Johnson was born in Owensboro, Kentucky. After playing trombone with school orchestras and army bands, he switched to double bass, and started working with musicians such as Bill Barron and recording with Archie Shepp in the mid-1960s, before joining Art Blakey's band for a month-long residency at the Five Spot Café in December 1965, and then going on to The Lighthouse nightclub in Hermosa Beach, California, where they recorded the live album, Buttercorn Lady, at the beginning of 1966, with a line-up, comprising Blakey, Frank Mitchell, Chuck Mangione, Keith Jarrett, and Johnson.

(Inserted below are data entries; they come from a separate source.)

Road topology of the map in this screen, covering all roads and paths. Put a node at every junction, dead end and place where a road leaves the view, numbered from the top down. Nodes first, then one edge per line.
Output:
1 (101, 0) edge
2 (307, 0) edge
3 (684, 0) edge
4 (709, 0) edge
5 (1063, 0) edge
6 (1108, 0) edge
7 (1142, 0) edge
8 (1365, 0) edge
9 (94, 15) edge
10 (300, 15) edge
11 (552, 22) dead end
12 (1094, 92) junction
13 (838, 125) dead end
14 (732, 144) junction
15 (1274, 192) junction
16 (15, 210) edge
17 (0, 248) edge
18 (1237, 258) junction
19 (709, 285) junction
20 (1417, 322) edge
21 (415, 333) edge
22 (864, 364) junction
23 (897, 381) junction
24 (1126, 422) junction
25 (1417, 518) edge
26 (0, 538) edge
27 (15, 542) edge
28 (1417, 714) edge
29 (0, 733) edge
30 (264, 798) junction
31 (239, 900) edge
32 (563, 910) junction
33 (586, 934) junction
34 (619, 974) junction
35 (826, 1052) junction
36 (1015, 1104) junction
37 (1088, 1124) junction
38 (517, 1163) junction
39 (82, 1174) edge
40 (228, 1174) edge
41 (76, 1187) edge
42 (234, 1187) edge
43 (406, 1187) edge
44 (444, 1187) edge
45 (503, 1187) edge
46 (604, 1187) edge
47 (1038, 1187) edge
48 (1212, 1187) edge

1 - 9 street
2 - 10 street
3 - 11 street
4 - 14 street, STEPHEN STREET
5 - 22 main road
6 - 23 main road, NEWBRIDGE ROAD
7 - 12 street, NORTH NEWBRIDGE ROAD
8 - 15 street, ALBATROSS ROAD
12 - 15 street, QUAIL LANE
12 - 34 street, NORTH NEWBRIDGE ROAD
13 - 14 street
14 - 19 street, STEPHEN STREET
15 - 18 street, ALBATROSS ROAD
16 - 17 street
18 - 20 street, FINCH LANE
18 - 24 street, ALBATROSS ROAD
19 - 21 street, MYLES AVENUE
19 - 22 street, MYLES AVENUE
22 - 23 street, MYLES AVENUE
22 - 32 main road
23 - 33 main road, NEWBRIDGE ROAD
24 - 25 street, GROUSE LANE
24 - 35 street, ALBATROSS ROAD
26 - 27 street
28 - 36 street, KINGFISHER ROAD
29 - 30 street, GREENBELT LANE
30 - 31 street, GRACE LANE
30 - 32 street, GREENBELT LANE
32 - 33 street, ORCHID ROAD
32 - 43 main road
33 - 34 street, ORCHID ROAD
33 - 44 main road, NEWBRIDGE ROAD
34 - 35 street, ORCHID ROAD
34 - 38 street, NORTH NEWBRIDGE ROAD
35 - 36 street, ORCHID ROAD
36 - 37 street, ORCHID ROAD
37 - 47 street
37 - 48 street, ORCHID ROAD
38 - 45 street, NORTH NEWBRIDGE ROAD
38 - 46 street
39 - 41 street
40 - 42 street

He has also played and/or recorded with Bill Dixon, Sun Ra, and Burton Greene, Lonnie Liston Smith, Stanley Cowell, Bobby Hutcherson, Harold Land, Blue Mitchell, Walter Bishop Jr., Sonny Rollins, Sonny Stitt, Sarah Vaughan, Carmen McRae, Art Pepper, Kenny Burrell, Clark Terry, The Crusaders, Johnny Coles, and Frank Wess.

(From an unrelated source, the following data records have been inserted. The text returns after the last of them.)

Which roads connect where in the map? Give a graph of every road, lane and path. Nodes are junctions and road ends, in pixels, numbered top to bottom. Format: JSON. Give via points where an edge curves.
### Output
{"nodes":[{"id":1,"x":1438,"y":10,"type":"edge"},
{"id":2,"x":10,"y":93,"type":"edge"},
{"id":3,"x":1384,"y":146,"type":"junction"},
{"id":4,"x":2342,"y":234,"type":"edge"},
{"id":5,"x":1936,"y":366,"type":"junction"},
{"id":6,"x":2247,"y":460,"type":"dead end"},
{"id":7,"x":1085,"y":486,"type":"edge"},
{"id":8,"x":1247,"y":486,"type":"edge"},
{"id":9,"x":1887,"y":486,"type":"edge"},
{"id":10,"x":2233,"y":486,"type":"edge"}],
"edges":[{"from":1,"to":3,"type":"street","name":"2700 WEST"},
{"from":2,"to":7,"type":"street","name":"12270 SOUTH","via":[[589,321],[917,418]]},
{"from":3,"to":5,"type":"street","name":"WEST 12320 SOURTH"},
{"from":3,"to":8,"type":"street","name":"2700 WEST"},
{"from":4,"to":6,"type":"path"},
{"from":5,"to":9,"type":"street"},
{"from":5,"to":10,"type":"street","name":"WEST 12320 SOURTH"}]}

In the mid-1980s he moved to Europe, where he has worked with Johnny Griffin, Horace Parlan, Monty Alexander, Kenny Barron, Tom Harrell, Phil Woods, Cedar Walton, Alvin Queen, Jesse Davis, Freddie Redd and Clark Terry.

Reggie Johnson reportedly died in Bern, Switzerland on September 11, 2020.

==Discography==
- As leader/co-leader
- 1985: First Edition – JR Records
- As sideman
- 1965: Fire Music – Archie Shepp (Impulse! Records)
- 1965: "Hambone" on The New Wave in Jazz with Archie Shepp (Impulse! Records)
- 1966: Hold On, I'm Coming – Art Blakey (Limelight)
- 1966: Buttercorn Lady – Art Blakey & The New Jazz Messengers (Limelight)
- 1966: Marion Brown Quartet – Marion Brown
- 1966: More – Giuseppi Logan
- 1967: Juba-Lee – Marion Brown
- 1967: Booker 'n' Brass – Booker Ervin (Pacific Jazz)
- 1968: The Jazz Composer's Orchestra – Jazz Composer's Orchestra (ECM)
- 1968: Total Eclipse – Bobby Hutcherson (Blue Note)
- 1968: Bish Bash - Walter Bishop, Jr. (Xanadu)
- 1969: Orgasm – Alan Shorter (Verve)
- 1971: Coral Keys - Walter Bishop Jr. (Black Jazz)
- 1971: Spring Rain Rudolph Johnson (Black Jazz)
- 1971: Head On – Bobby Hutcherson (Blue Note)
- 1972: Black Vibrations – Sonny Stitt (Prestige)
- 1972: Choma (Burn) - Harold Land (Mainstream)
- 1972: Constant Throb – John Klemmer (Impulse!)
- 1972: 'Round Midnight – Kenny Burrell (Fantasy)
- 1973: Both Feet on the Ground – Kenny Burrell (Fantasy Records)
- 1977: Tin Tin Deo - Kenny Burrell (Concord)
- 1977: Mapenzi – Harold Land-Blue Mitchell Quintet (Concord)
- 1978: Handcrafted - Kenny Burrell (Muse)
- 1979: Spiral – Bobby Hutcherson (Blue Note)
- 1980: Medina – Bobby Hutcherson (Blue Note)
- 1980: Blue Manhattan – Al Haig (Interplay)
- 1981: Jaw's Blues – Eddie "Lockjaw" Davis (Enja)
- 1981: Pannonica – Horace Parlan (Enja)
- 1982: New Morning – Johnny Coles (Criss Cross Jazz)
- 1983: Two at the Top - Frank Wess and Johnny Coles (Uptown)
- 1988: Live at the Theatre Boulogne-Billancourt/Paris, Vol. 1 – Mingus Dynasty (Soul Note)
- 1988: Live at the Theatre Boulogne-Billancourt/Paris, Vol. 2 – Mingus Dynasty (Soul Note)
- 1990: Epitaph – Charles Mingus (posthumous) (Columbia Records)
- 2020: First Time Out: Live at Slugs 1967 – Rashied Ali Quintet (Survival Records)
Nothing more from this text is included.